Most days you’ll find Angel Chavez crafting perfect renditions of French classics like crème brûlée at Bistro Campagne, where he’s the head pastry chef. But two days a week, he’s running Au Levain, a one-man Lincoln Square bakery that brings unexpected influences to classic pastries.

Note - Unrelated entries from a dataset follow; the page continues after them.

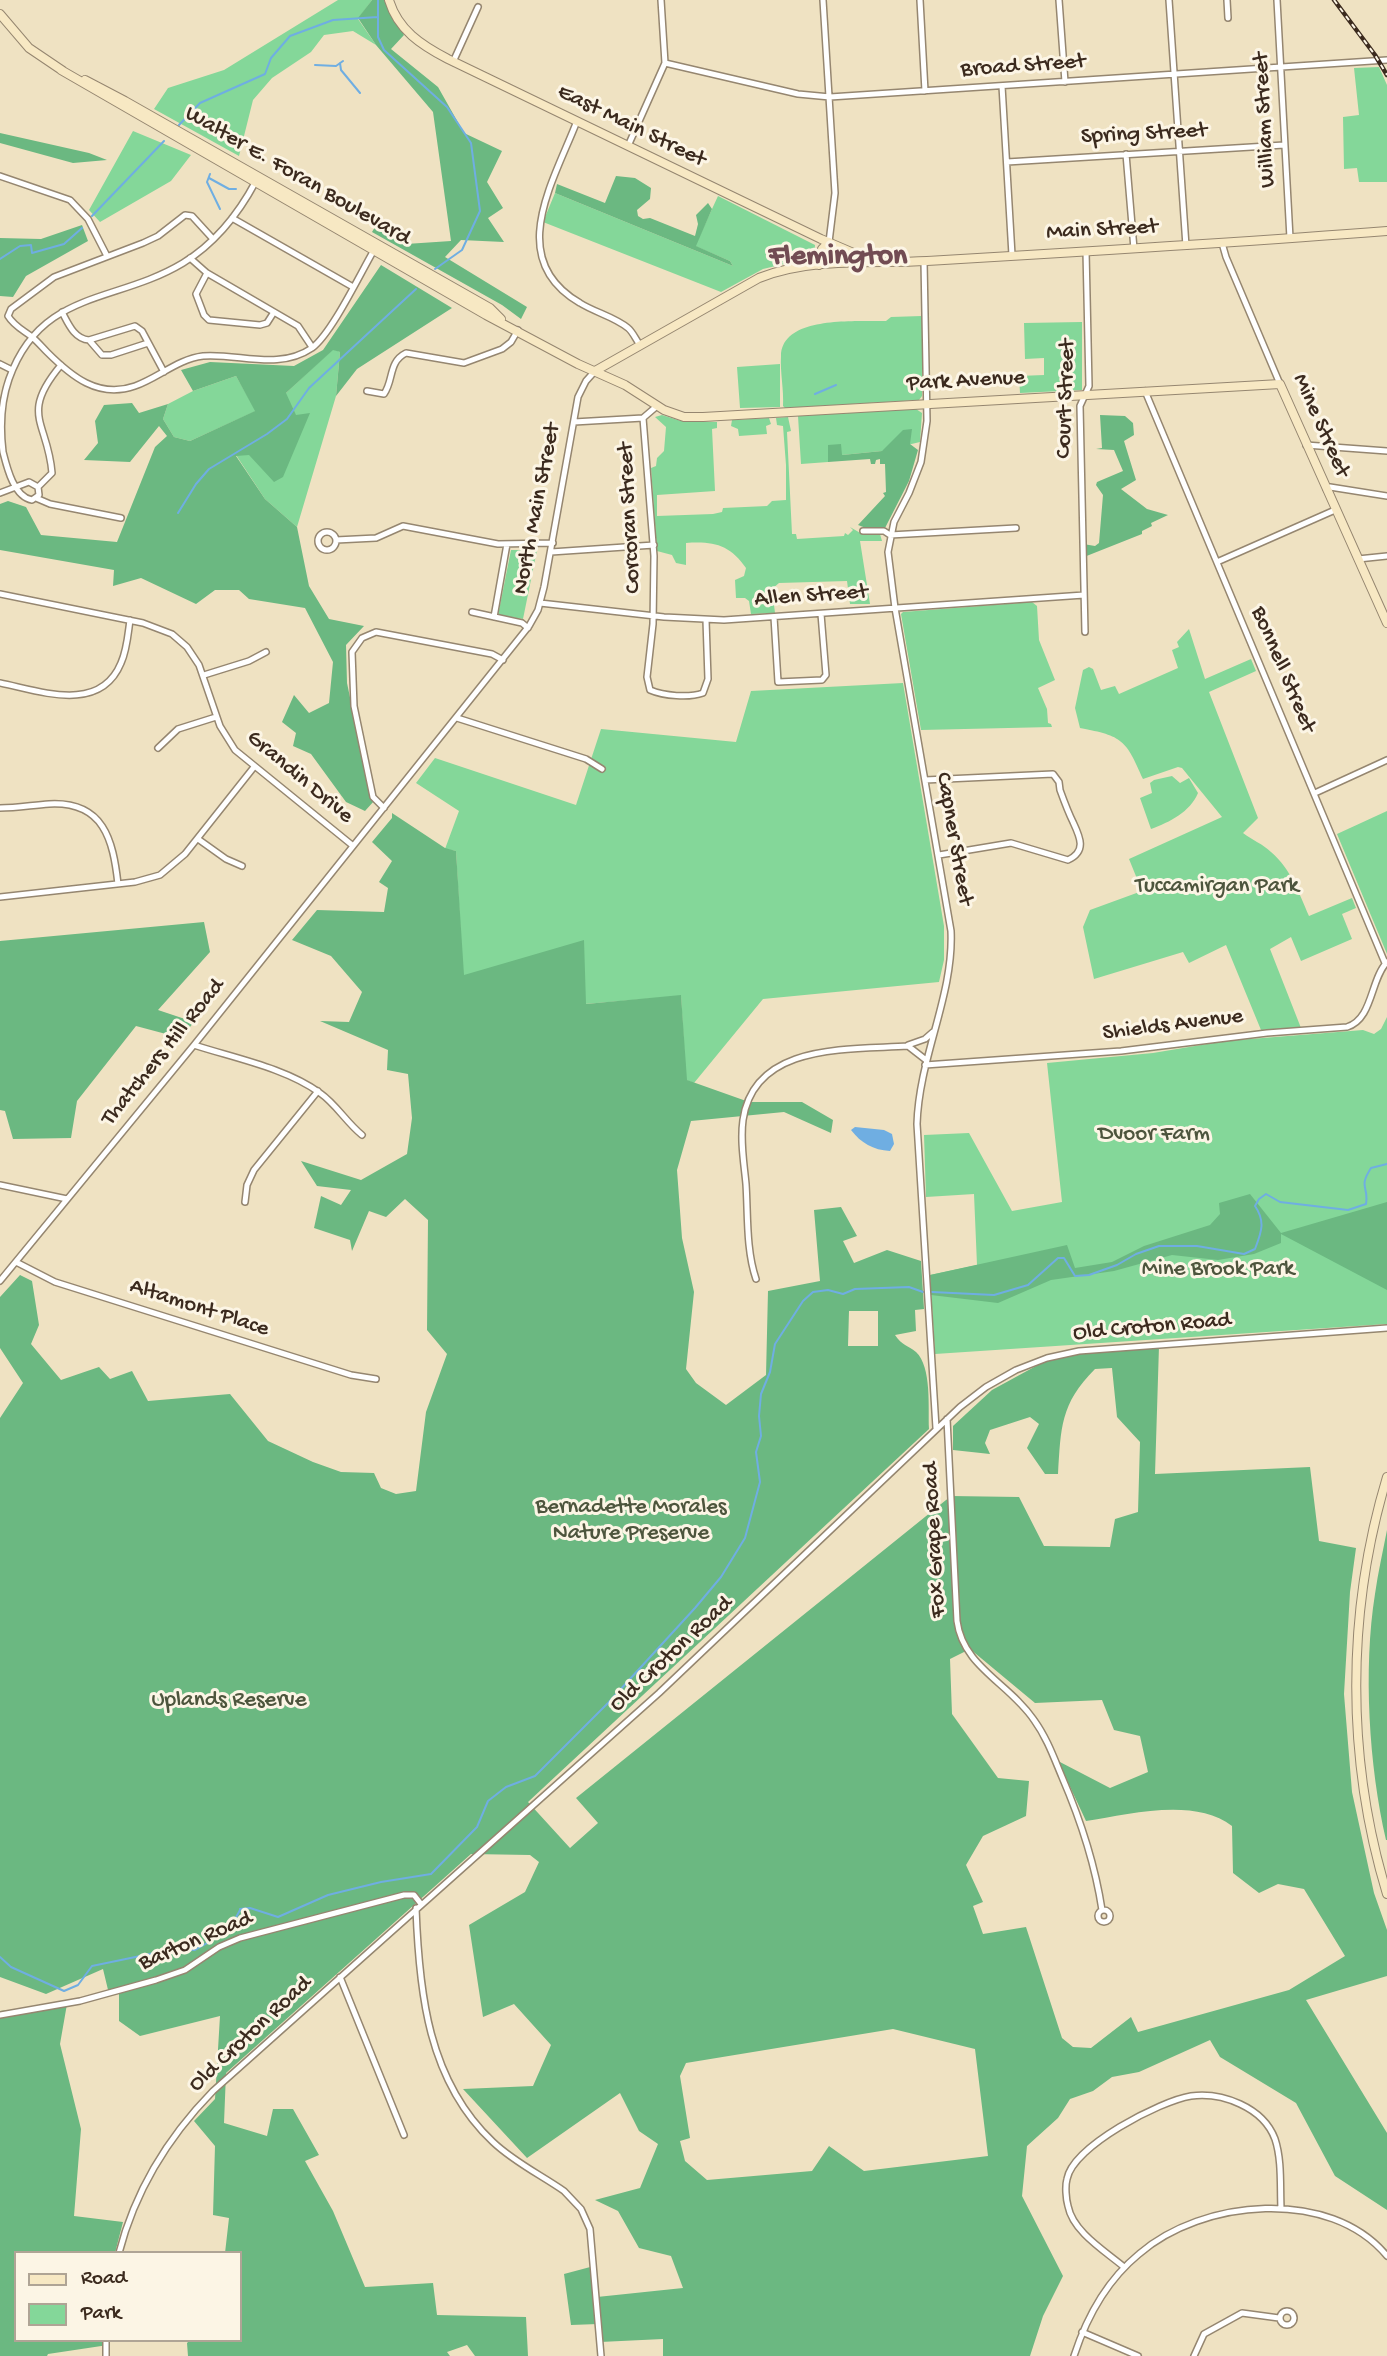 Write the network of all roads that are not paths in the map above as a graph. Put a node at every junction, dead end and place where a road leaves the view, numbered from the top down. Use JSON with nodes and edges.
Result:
{"nodes":[{"id":1,"x":388,"y":0,"type":"edge"},
{"id":2,"x":661,"y":0,"type":"edge"},
{"id":3,"x":824,"y":0,"type":"edge"},
{"id":4,"x":920,"y":0,"type":"edge"},
{"id":5,"x":1059,"y":0,"type":"edge"},
{"id":6,"x":1169,"y":0,"type":"edge"},
{"id":7,"x":1227,"y":0,"type":"edge"},
{"id":8,"x":1276,"y":0,"type":"edge"},
{"id":9,"x":478,"y":7,"type":"dead end"},
{"id":10,"x":0,"y":14,"type":"edge"},
{"id":11,"x":1228,"y":18,"type":"dead end"},
{"id":12,"x":1387,"y":60,"type":"edge"},
{"id":13,"x":453,"y":62,"type":"junction"},
{"id":14,"x":665,"y":63,"type":"junction"},
{"id":15,"x":1281,"y":67,"type":"junction"},
{"id":16,"x":1173,"y":74,"type":"junction"},
{"id":17,"x":1065,"y":82,"type":"junction"},
{"id":18,"x":1002,"y":86,"type":"junction"},
{"id":19,"x":925,"y":91,"type":"junction"},
{"id":20,"x":830,"y":97,"type":"junction"},
{"id":21,"x":577,"y":121,"type":"junction"},
{"id":22,"x":1284,"y":145,"type":"junction"},
{"id":23,"x":628,"y":146,"type":"junction"},
{"id":24,"x":1179,"y":151,"type":"junction"},
{"id":25,"x":1126,"y":154,"type":"junction"},
{"id":26,"x":1006,"y":162,"type":"junction"},
{"id":27,"x":0,"y":176,"type":"edge"},
{"id":28,"x":257,"y":179,"type":"junction"},
{"id":29,"x":232,"y":218,"type":"junction"},
{"id":30,"x":1387,"y":231,"type":"edge"},
{"id":31,"x":1290,"y":238,"type":"junction"},
{"id":32,"x":213,"y":239,"type":"junction"},
{"id":33,"x":829,"y":242,"type":"junction"},
{"id":34,"x":1222,"y":243,"type":"junction"},
{"id":35,"x":1186,"y":246,"type":"junction"},
{"id":36,"x":376,"y":248,"type":"junction"},
{"id":37,"x":1134,"y":249,"type":"junction"},
{"id":38,"x":1086,"y":251,"type":"junction"},
{"id":39,"x":1012,"y":255,"type":"junction"},
{"id":40,"x":107,"y":256,"type":"junction"},
{"id":41,"x":190,"y":258,"type":"junction"},
{"id":42,"x":924,"y":261,"type":"junction"},
{"id":43,"x":878,"y":263,"type":"junction"},
{"id":44,"x":819,"y":265,"type":"junction"},
{"id":45,"x":207,"y":273,"type":"junction"},
{"id":46,"x":353,"y":287,"type":"junction"},
{"id":47,"x":62,"y":312,"type":"junction"},
{"id":48,"x":274,"y":312,"type":"junction"},
{"id":49,"x":518,"y":330,"type":"junction"},
{"id":50,"x":32,"y":337,"type":"junction"},
{"id":51,"x":89,"y":340,"type":"junction"},
{"id":52,"x":148,"y":343,"type":"junction"},
{"id":53,"x":640,"y":345,"type":"junction"},
{"id":54,"x":313,"y":347,"type":"junction"},
{"id":55,"x":615,"y":359,"type":"junction"},
{"id":56,"x":0,"y":364,"type":"edge"},
{"id":57,"x":61,"y":366,"type":"junction"},
{"id":58,"x":12,"y":370,"type":"junction"},
{"id":59,"x":595,"y":371,"type":"junction"},
{"id":60,"x":164,"y":372,"type":"junction"},
{"id":61,"x":621,"y":383,"type":"junction"},
{"id":62,"x":1280,"y":384,"type":"junction"},
{"id":63,"x":367,"y":391,"type":"dead end"},
{"id":64,"x":1145,"y":391,"type":"junction"},
{"id":65,"x":1085,"y":396,"type":"junction"},
{"id":66,"x":926,"y":404,"type":"junction"},
{"id":67,"x":657,"y":406,"type":"junction"},
{"id":68,"x":643,"y":418,"type":"junction"},
{"id":69,"x":574,"y":422,"type":"junction"},
{"id":70,"x":1306,"y":445,"type":"junction"},
{"id":71,"x":1387,"y":451,"type":"edge"},
{"id":72,"x":16,"y":486,"type":"junction"},
{"id":73,"x":38,"y":487,"type":"junction"},
{"id":74,"x":1326,"y":489,"type":"junction"},
{"id":75,"x":0,"y":493,"type":"edge"},
{"id":76,"x":1387,"y":495,"type":"edge"},
{"id":77,"x":36,"y":498,"type":"junction"},
{"id":78,"x":1335,"y":510,"type":"junction"},
{"id":79,"x":121,"y":518,"type":"dead end"},
{"id":80,"x":1016,"y":528,"type":"dead end"},
{"id":81,"x":863,"y":531,"type":"dead end"},
{"id":82,"x":890,"y":535,"type":"junction"},
{"id":83,"x":336,"y":540,"type":"dead end"},
{"id":84,"x":553,"y":543,"type":"junction"},
{"id":85,"x":508,"y":544,"type":"junction"},
{"id":86,"x":654,"y":545,"type":"junction"},
{"id":87,"x":551,"y":552,"type":"junction"},
{"id":88,"x":1387,"y":556,"type":"edge"},
{"id":89,"x":1358,"y":559,"type":"junction"},
{"id":90,"x":1217,"y":562,"type":"junction"},
{"id":91,"x":0,"y":594,"type":"edge"},
{"id":92,"x":1084,"y":595,"type":"junction"},
{"id":93,"x":540,"y":603,"type":"junction"},
{"id":94,"x":895,"y":608,"type":"junction"},
{"id":95,"x":472,"y":612,"type":"dead end"},
{"id":96,"x":821,"y":614,"type":"junction"},
{"id":97,"x":653,"y":615,"type":"junction"},
{"id":98,"x":494,"y":617,"type":"junction"},
{"id":99,"x":774,"y":617,"type":"junction"},
{"id":100,"x":130,"y":620,"type":"junction"},
{"id":101,"x":706,"y":620,"type":"junction"},
{"id":102,"x":1387,"y":623,"type":"edge"},
{"id":103,"x":528,"y":628,"type":"junction"},
{"id":104,"x":1085,"y":632,"type":"dead end"},
{"id":105,"x":266,"y":652,"type":"dead end"},
{"id":106,"x":503,"y":660,"type":"junction"},
{"id":107,"x":204,"y":675,"type":"junction"},
{"id":108,"x":0,"y":683,"type":"edge"},
{"id":109,"x":216,"y":716,"type":"junction"},
{"id":110,"x":457,"y":718,"type":"junction"},
{"id":111,"x":158,"y":748,"type":"dead end"},
{"id":112,"x":1387,"y":760,"type":"edge"},
{"id":113,"x":254,"y":767,"type":"junction"},
{"id":114,"x":602,"y":769,"type":"dead end"},
{"id":115,"x":925,"y":780,"type":"junction"},
{"id":116,"x":1315,"y":793,"type":"junction"},
{"id":117,"x":0,"y":808,"type":"edge"},
{"id":118,"x":384,"y":808,"type":"junction"},
{"id":119,"x":198,"y":839,"type":"junction"},
{"id":120,"x":352,"y":845,"type":"junction"},
{"id":121,"x":939,"y":855,"type":"junction"},
{"id":122,"x":242,"y":866,"type":"dead end"},
{"id":123,"x":118,"y":884,"type":"junction"},
{"id":124,"x":0,"y":897,"type":"edge"},
{"id":125,"x":1386,"y":963,"type":"edge"},
{"id":126,"x":933,"y":1032,"type":"junction"},
{"id":127,"x":194,"y":1045,"type":"junction"},
{"id":128,"x":908,"y":1046,"type":"junction"},
{"id":129,"x":925,"y":1063,"type":"junction"},
{"id":130,"x":318,"y":1091,"type":"junction"},
{"id":131,"x":362,"y":1135,"type":"dead end"},
{"id":132,"x":0,"y":1185,"type":"edge"},
{"id":133,"x":66,"y":1199,"type":"junction"},
{"id":134,"x":245,"y":1202,"type":"dead end"},
{"id":135,"x":16,"y":1262,"type":"junction"},
{"id":136,"x":756,"y":1279,"type":"dead end"},
{"id":137,"x":0,"y":1281,"type":"edge"},
{"id":138,"x":1387,"y":1328,"type":"edge"},
{"id":139,"x":376,"y":1379,"type":"dead end"},
{"id":140,"x":947,"y":1419,"type":"junction"},
{"id":141,"x":936,"y":1428,"type":"junction"},
{"id":142,"x":1387,"y":1477,"type":"edge"},
{"id":143,"x":1387,"y":1894,"type":"edge"},
{"id":144,"x":419,"y":1906,"type":"junction"},
{"id":145,"x":1102,"y":1910,"type":"dead end"},
{"id":146,"x":340,"y":1976,"type":"junction"},
{"id":147,"x":0,"y":2015,"type":"edge"},
{"id":148,"x":404,"y":2135,"type":"dead end"},
{"id":149,"x":1281,"y":2208,"type":"junction"},
{"id":150,"x":120,"y":2251,"type":"edge"},
{"id":151,"x":1387,"y":2256,"type":"edge"},
{"id":152,"x":1124,"y":2267,"type":"junction"},
{"id":153,"x":1279,"y":2318,"type":"dead end"},
{"id":154,"x":1082,"y":2332,"type":"junction"},
{"id":155,"x":601,"y":2356,"type":"edge"},
{"id":156,"x":1074,"y":2356,"type":"edge"},
{"id":157,"x":1138,"y":2356,"type":"edge"},
{"id":158,"x":1194,"y":2356,"type":"edge"}],
"edges":[{"from":1,"to":13,"type":"street","name":"East Main Street"},
{"from":2,"to":14,"type":"street"},
{"from":3,"to":20,"type":"street"},
{"from":4,"to":19,"type":"street"},
{"from":5,"to":17,"type":"street"},
{"from":6,"to":16,"type":"street"},
{"from":7,"to":11,"type":"street"},
{"from":8,"to":15,"type":"street","name":"William Street"},
{"from":9,"to":13,"type":"street"},
{"from":10,"to":28,"type":"street","name":"Walter E. Foran Boulevard"},
{"from":12,"to":15,"type":"street","name":"Broad Street"},
{"from":13,"to":21,"type":"street","name":"East Main Street"},
{"from":14,"to":20,"type":"street","name":"Broad Street"},
{"from":14,"to":23,"type":"street"},
{"from":15,"to":16,"type":"street","name":"Broad Street"},
{"from":15,"to":22,"type":"street","name":"William Street"},
{"from":16,"to":17,"type":"street","name":"Broad Street"},
{"from":16,"to":24,"type":"street"},
{"from":17,"to":18,"type":"street","name":"Broad Street"},
{"from":18,"to":19,"type":"street","name":"Broad Street"},
{"from":18,"to":26,"type":"street"},
{"from":19,"to":20,"type":"street","name":"Broad Street"},
{"from":20,"to":33,"type":"street"},
{"from":21,"to":23,"type":"street","name":"East Main Street"},
{"from":21,"to":53,"type":"street"},
{"from":22,"to":24,"type":"street","name":"Spring Street"},
{"from":22,"to":31,"type":"street","name":"William Street"},
{"from":23,"to":33,"type":"street","name":"East Main Street"},
{"from":24,"to":25,"type":"street","name":"Spring Street"},
{"from":24,"to":35,"type":"street"},
{"from":25,"to":26,"type":"street","name":"Spring Street"},
{"from":25,"to":37,"type":"street"},
{"from":26,"to":39,"type":"street"},
{"from":27,"to":40,"type":"street"},
{"from":28,"to":29,"type":"street"},
{"from":28,"to":36,"type":"street","name":"Walter E. Foran Boulevard"},
{"from":29,"to":32,"type":"street"},
{"from":29,"to":46,"type":"street"},
{"from":30,"to":31,"type":"street","name":"Main Street"},
{"from":31,"to":34,"type":"street","name":"Main Street"},
{"from":32,"to":40,"type":"street"},
{"from":32,"to":41,"type":"street"},
{"from":33,"to":43,"type":"street","name":"East Main Street"},
{"from":33,"to":44,"type":"street"},
{"from":34,"to":35,"type":"street","name":"Main Street"},
{"from":34,"to":62,"type":"street","name":"Mine Street"},
{"from":35,"to":37,"type":"street","name":"Main Street"},
{"from":36,"to":46,"type":"street"},
{"from":36,"to":49,"type":"street","name":"Walter E. Foran Boulevard"},
{"from":37,"to":38,"type":"street","name":"Main Street"},
{"from":38,"to":39,"type":"street","name":"Main Street"},
{"from":38,"to":65,"type":"street","name":"Court Street"},
{"from":39,"to":42,"type":"street","name":"Main Street"},
{"from":40,"to":50,"type":"street"},
{"from":41,"to":45,"type":"street"},
{"from":41,"to":47,"type":"street"},
{"from":42,"to":43,"type":"street","name":"Main Street"},
{"from":42,"to":66,"type":"street","name":"Capner Street"},
{"from":43,"to":44,"type":"street","name":"Main Street"},
{"from":44,"to":53,"type":"street"},
{"from":45,"to":48,"type":"street"},
{"from":45,"to":48,"type":"street"},
{"from":46,"to":54,"type":"street"},
{"from":47,"to":50,"type":"street"},
{"from":47,"to":51,"type":"street"},
{"from":48,"to":54,"type":"street"},
{"from":49,"to":59,"type":"street","name":"Walter E. Foran Boulevard"},
{"from":49,"to":63,"type":"street"},
{"from":50,"to":57,"type":"street"},
{"from":50,"to":58,"type":"street"},
{"from":51,"to":52,"type":"street"},
{"from":51,"to":52,"type":"street"},
{"from":52,"to":60,"type":"street"},
{"from":53,"to":55,"type":"street"},
{"from":54,"to":60,"type":"street"},
{"from":55,"to":59,"type":"street"},
{"from":55,"to":61,"type":"street"},
{"from":56,"to":58,"type":"street"},
{"from":57,"to":60,"type":"street"},
{"from":57,"to":73,"type":"street"},
{"from":58,"to":72,"type":"street"},
{"from":59,"to":61,"type":"street","name":"Park Avenue"},
{"from":59,"to":69,"type":"street","name":"North Main Street"},
{"from":61,"to":67,"type":"street","name":"Park Avenue"},
{"from":62,"to":64,"type":"street","name":"Park Avenue"},
{"from":62,"to":70,"type":"street","name":"Mine Street"},
{"from":64,"to":65,"type":"street","name":"Park Avenue"},
{"from":64,"to":90,"type":"street","name":"Bonnell Street"},
{"from":65,"to":66,"type":"street","name":"Park Avenue"},
{"from":65,"to":92,"type":"street","name":"Court Street"},
{"from":66,"to":67,"type":"street","name":"Park Avenue"},
{"from":66,"to":82,"type":"street","name":"Capner Street"},
{"from":67,"to":68,"type":"street"},
{"from":68,"to":69,"type":"street"},
{"from":68,"to":86,"type":"street","name":"Corcoran Street"},
{"from":69,"to":84,"type":"street","name":"North Main Street"},
{"from":70,"to":71,"type":"street"},
{"from":70,"to":74,"type":"street","name":"Mine Street"},
{"from":72,"to":73,"type":"street"},
{"from":72,"to":75,"type":"street"},
{"from":72,"to":77,"type":"street"},
{"from":73,"to":77,"type":"street"},
{"from":74,"to":76,"type":"street"},
{"from":74,"to":78,"type":"street","name":"Mine Street"},
{"from":77,"to":79,"type":"street"},
{"from":78,"to":89,"type":"street","name":"Mine Street"},
{"from":78,"to":90,"type":"street"},
{"from":80,"to":82,"type":"street"},
{"from":81,"to":82,"type":"street"},
{"from":82,"to":94,"type":"street","name":"Capner Street"},
{"from":83,"to":85,"type":"street"},
{"from":84,"to":85,"type":"street"},
{"from":84,"to":87,"type":"street","name":"North Main Street"},
{"from":85,"to":98,"type":"street"},
{"from":86,"to":87,"type":"street"},
{"from":86,"to":97,"type":"street","name":"Corcoran Street"},
{"from":87,"to":93,"type":"street","name":"North Main Street"},
{"from":88,"to":89,"type":"street"},
{"from":89,"to":102,"type":"street","name":"Mine Street"},
{"from":90,"to":116,"type":"street","name":"Bonnell Street"},
{"from":91,"to":100,"type":"street","name":"Grandin Drive"},
{"from":92,"to":94,"type":"street","name":"Allen Street"},
{"from":92,"to":104,"type":"street","name":"Court Street"},
{"from":93,"to":97,"type":"street","name":"Allen Street"},
{"from":93,"to":103,"type":"street","name":"North Main Street"},
{"from":94,"to":96,"type":"street","name":"Allen Street"},
{"from":94,"to":115,"type":"street","name":"Capner Street"},
{"from":95,"to":98,"type":"street"},
{"from":96,"to":99,"type":"street","name":"Allen Street"},
{"from":96,"to":99,"type":"street"},
{"from":97,"to":101,"type":"street","name":"Allen Street"},
{"from":97,"to":101,"type":"street","name":"Corcoran Street"},
{"from":98,"to":103,"type":"street"},
{"from":99,"to":101,"type":"street","name":"Allen Street"},
{"from":100,"to":107,"type":"street","name":"Grandin Drive"},
{"from":100,"to":108,"type":"street"},
{"from":103,"to":106,"type":"street","name":"North Main Street"},
{"from":105,"to":107,"type":"street"},
{"from":106,"to":110,"type":"street","name":"North Main Street"},
{"from":106,"to":118,"type":"street"},
{"from":107,"to":109,"type":"street","name":"Grandin Drive"},
{"from":109,"to":111,"type":"street"},
{"from":109,"to":113,"type":"street","name":"Grandin Drive"},
{"from":110,"to":114,"type":"street"},
{"from":110,"to":118,"type":"street","name":"North Main Street"},
{"from":112,"to":116,"type":"street"},
{"from":113,"to":119,"type":"street"},
{"from":113,"to":120,"type":"street","name":"Grandin Drive"},
{"from":115,"to":121,"type":"street","name":"Capner Street"},
{"from":115,"to":121,"type":"street"},
{"from":116,"to":125,"type":"street","name":"Bonnell Street"},
{"from":117,"to":123,"type":"street"},
{"from":118,"to":120,"type":"street","name":"North Main Street"},
{"from":119,"to":122,"type":"street"},
{"from":119,"to":123,"type":"street"},
{"from":120,"to":127,"type":"street","name":"Thatchers Hill Road"},
{"from":121,"to":126,"type":"street","name":"Capner Street"},
{"from":123,"to":124,"type":"street"},
{"from":125,"to":129,"type":"street","name":"Shields Avenue"},
{"from":126,"to":128,"type":"street"},
{"from":126,"to":129,"type":"street","name":"Capner Street"},
{"from":127,"to":130,"type":"street"},
{"from":127,"to":133,"type":"street","name":"Thatchers Hill Road"},
{"from":128,"to":129,"type":"street"},
{"from":128,"to":136,"type":"street"},
{"from":129,"to":141,"type":"street","name":"Capner Street"},
{"from":130,"to":131,"type":"street"},
{"from":130,"to":134,"type":"street"},
{"from":132,"to":133,"type":"street"},
{"from":133,"to":135,"type":"street","name":"Thatchers Hill Road"},
{"from":135,"to":137,"type":"street","name":"Thatchers Hill Road"},
{"from":135,"to":139,"type":"street","name":"Altamont Place"},
{"from":138,"to":140,"type":"street","name":"Old Croton Road"},
{"from":140,"to":141,"type":"street","name":"Old Croton Road"},
{"from":140,"to":145,"type":"street","name":"Fox Grape Road"},
{"from":141,"to":144,"type":"street","name":"Old Croton Road"},
{"from":142,"to":143,"type":"street"},
{"from":144,"to":146,"type":"street","name":"Old Croton Road"},
{"from":144,"to":147,"type":"street","name":"Barton Road"},
{"from":144,"to":155,"type":"street"},
{"from":146,"to":148,"type":"street"},
{"from":146,"to":150,"type":"street","name":"Old Croton Road"},
{"from":149,"to":151,"type":"street"},
{"from":149,"to":152,"type":"street"},
{"from":149,"to":152,"type":"street"},
{"from":152,"to":154,"type":"street"},
{"from":153,"to":158,"type":"street"},
{"from":154,"to":156,"type":"street"},
{"from":154,"to":157,"type":"street"}]}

Consider his breakfast challah, a thick roll of challah, that staple of Jewish holiday dinners, topped with a baked egg, bacon, and Gruyère ($7). His kouign-amann ($5) wouldn’t be out of place on a cheese plate — it’s decked out with Brie and housemade apple butter. Chavez serves his Basque goat’s milk cheesecake ($28) with a changing selection of sauces, like cardamom and cinnamon cajeta. He’s even making some of the city’s best chocolate chip cookies: Jammed with chocolate, they come in packs of 16 ($18) — you can get them frozen ($15 for 15), if you prefer, to pop in the oven anytime you want.
Chavez’s baked goods are a far cry from the conchas he snacked on in his great-grandfather’s bakery in Mexico City, but his inspiration still comes from those memories. “I remember the smell of sugar and caramel,” he says. “That’s what I think about when I’m creating my own recipes.” Order at aulevainchicago.com for pickup Sundays and Wednesdays, 10 a.m. to 3 p.m., at Bistro Campagne (4518 N. Lincoln Ave.).